Problem: Below are records; copy every line among them that contains the word "Hook".

--- Data to process ---

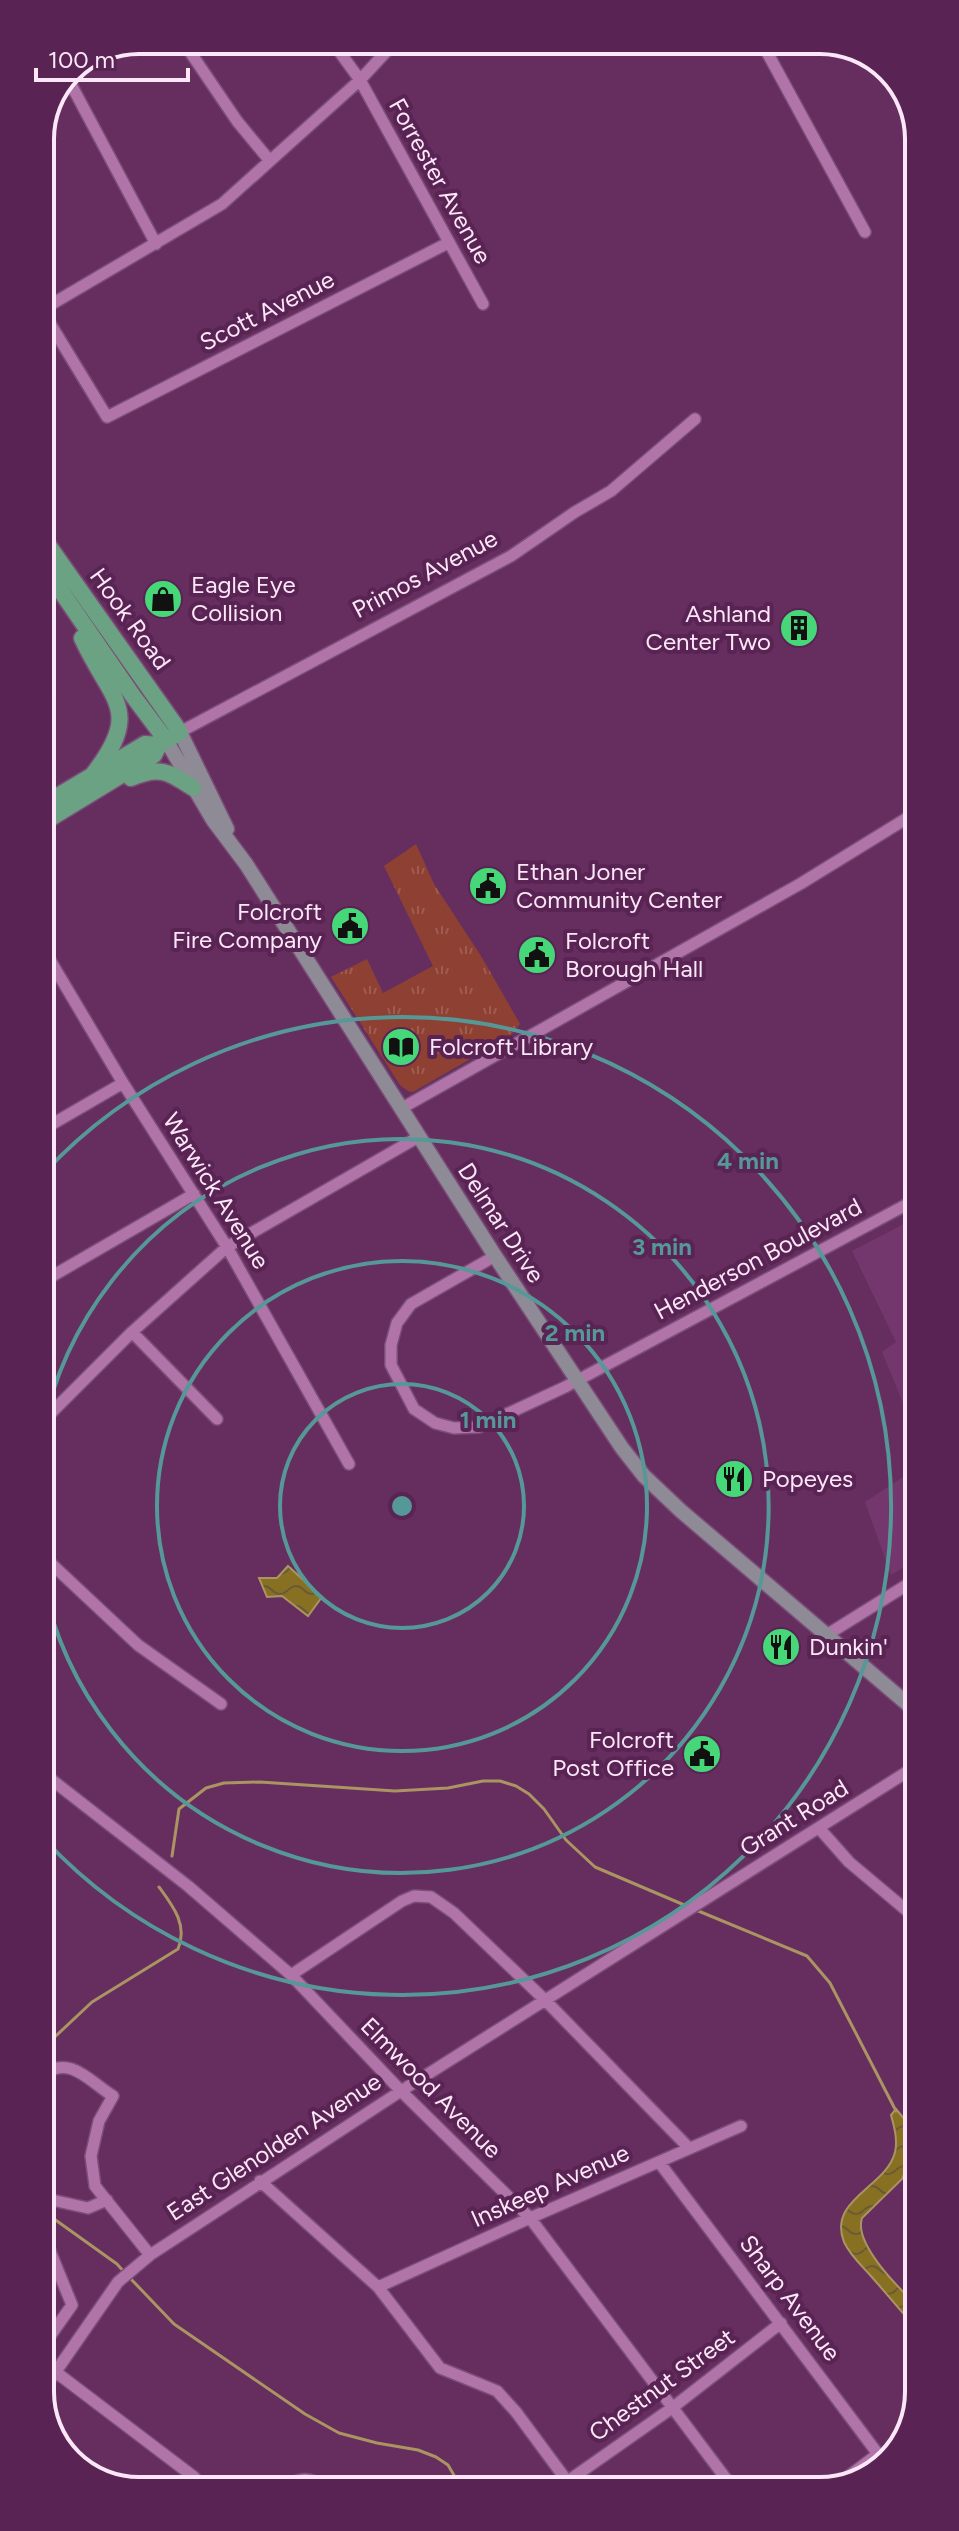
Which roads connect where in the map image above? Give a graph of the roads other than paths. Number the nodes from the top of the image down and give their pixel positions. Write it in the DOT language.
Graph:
graph roads {
  1 [pos="192,54"];
  2 [pos="341,54"];
  3 [pos="384,54"];
  4 [pos="768,54"];
  5 [pos="360,80"];
  6 [pos="72,87"];
  7 [pos="270,161"];
  8 [pos="865,232"];
  9 [pos="448,243"];
  10 [pos="156,244"];
  11 [pos="54,302"];
  12 [pos="483,304"];
  13 [pos="54,330"];
  14 [pos="695,419"];
  15 [pos="54,556"];
  16 [pos="54,581"];
  17 [pos="68,602"];
  18 [pos="169,739"];
  19 [pos="95,783"];
  20 [pos="193,788"];
  21 [pos="54,800"];
  22 [pos="54,814"];
  23 [pos="905,819"];
  24 [pos="235,846"];
  25 [pos="54,966"];
  26 [pos="123,1083"];
  27 [pos="402,1108"];
  28 [pos="54,1123"];
  29 [pos="420,1136"];
  30 [pos="194,1194"];
  31 [pos="905,1205"];
  32 [pos="227,1247"];
  33 [pos="495,1256"];
  34 [pos="54,1275"];
  35 [pos="132,1332"];
  36 [pos="578,1381"];
  37 [pos="54,1410"];
  38 [pos="217,1419"];
  39 [pos="349,1464"];
  40 [pos="54,1566"];
  41 [pos="905,1586"];
  42 [pos="825,1636"];
  43 [pos="905,1702"];
  44 [pos="221,1704"];
  45 [pos="905,1773"];
  46 [pos="54,1782"];
  47 [pos="819,1828"];
  48 [pos="692,1907"];
  49 [pos="905,1909"];
  50 [pos="291,1975"];
  51 [pos="546,2001"];
  52 [pos="54,2068"];
  53 [pos="401,2091"];
  54 [pos="741,2126"];
  55 [pos="689,2148"];
  56 [pos="659,2162"];
  57 [pos="260,2181"];
  58 [pos="54,2200"];
  59 [pos="107,2200"];
  60 [pos="530,2218"];
  61 [pos="145,2258"];
  62 [pos="54,2261"];
  63 [pos="378,2287"];
  64 [pos="781,2323"];
  65 [pos="54,2330"];
  66 [pos="57,2373"];
  67 [pos="54,2377"];
  68 [pos="672,2408"];
  69 [pos="878,2454"];
  70 [pos="194,2477"];
  71 [pos="564,2477"];
  72 [pos="581,2477"];
  73 [pos="725,2477"];
  1 -- 7 [label="street"];
  2 -- 5 [label="street, Forrester Avenue"];
  3 -- 5 [label="street"];
  4 -- 8 [label="street"];
  5 -- 7 [label="street"];
  5 -- 9 [label="street, Forrester Avenue"];
  6 -- 10 [label="street"];
  7 -- 10 [label="street"];
  9 -- 12 [label="street, Forrester Avenue"];
  9 -- 13 [label="street, Scott Avenue"];
  10 -- 11 [label="street"];
  14 -- 18 [label="street, Primos Avenue"];
  15 -- 18 [label="main road, Hook Road"];
  16 -- 17 [label="main road, Hook Road"];
  17 -- 18 [label="main road, Hook Road"];
  17 -- 19 [label="main road"];
  18 -- 19 [label="main road, Primos Avenue"];
  18 -- 20 [label="street, Delmar Drive"];
  18 -- 24 [label="street, Delmar Drive"];
  19 -- 20 [label="main road"];
  19 -- 21 [label="main road, Primos Avenue"];
  19 -- 22 [label="main road, Primos Avenue"];
  20 -- 24 [label="street, Delmar Drive"];
  23 -- 27 [label="street"];
  24 -- 27 [label="street, Delmar Drive"];
  25 -- 26 [label="street, Warwick Avenue"];
  26 -- 28 [label="street"];
  26 -- 30 [label="street, Warwick Avenue"];
  27 -- 29 [label="street, Delmar Drive"];
  29 -- 32 [label="street"];
  29 -- 33 [label="street, Delmar Drive"];
  30 -- 32 [label="street, Warwick Avenue"];
  30 -- 34 [label="street"];
  31 -- 36 [label="street, Henderson Boulevard"];
  32 -- 35 [label="street"];
  32 -- 39 [label="street, Warwick Avenue"];
  33 -- 36 [label="street, Delmar Drive"];
  33 -- 36 [label="street, Henderson Boulevard"];
  35 -- 37 [label="street"];
  35 -- 38 [label="street"];
  36 -- 42 [label="street, Delmar Drive"];
  40 -- 44 [label="street"];
  41 -- 42 [label="street"];
  42 -- 43 [label="street, Delmar Drive"];
  45 -- 47 [label="street, Grant Road"];
  46 -- 50 [label="street, Elmwood Avenue"];
  47 -- 48 [label="street, Grant Road"];
  47 -- 49 [label="street"];
  48 -- 51 [label="street, East Glenolden Avenue"];
  50 -- 51 [label="street"];
  50 -- 53 [label="street, Elmwood Avenue"];
  51 -- 53 [label="street, East Glenolden Avenue"];
  51 -- 55 [label="street"];
  52 -- 59 [label="street"];
  53 -- 57 [label="street, East Glenolden Avenue"];
  53 -- 60 [label="street, Elmwood Avenue"];
  54 -- 55 [label="street, Inskeep Avenue"];
  55 -- 56 [label="street, Inskeep Avenue"];
  56 -- 60 [label="street, Inskeep Avenue"];
  56 -- 64 [label="street, Sharp Avenue"];
  57 -- 61 [label="street, East Glenolden Avenue"];
  57 -- 63 [label="street"];
  58 -- 59 [label="street"];
  59 -- 61 [label="street"];
  60 -- 63 [label="street, Inskeep Avenue"];
  60 -- 68 [label="street, Elmwood Avenue"];
  61 -- 66 [label="street, East Glenolden Avenue"];
  62 -- 65 [label="street"];
  63 -- 71 [label="street"];
  64 -- 68 [label="street, Chestnut Street"];
  64 -- 69 [label="street, Sharp Avenue"];
  66 -- 67 [label="street, East Glenolden Avenue"];
  66 -- 70 [label="street"];
  68 -- 72 [label="street, Chestnut Street"];
  68 -- 73 [label="street, Elmwood Avenue"];
}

---

Answer section:
  15 -- 18 [label="main road, Hook Road"];
  16 -- 17 [label="main road, Hook Road"];
  17 -- 18 [label="main road, Hook Road"];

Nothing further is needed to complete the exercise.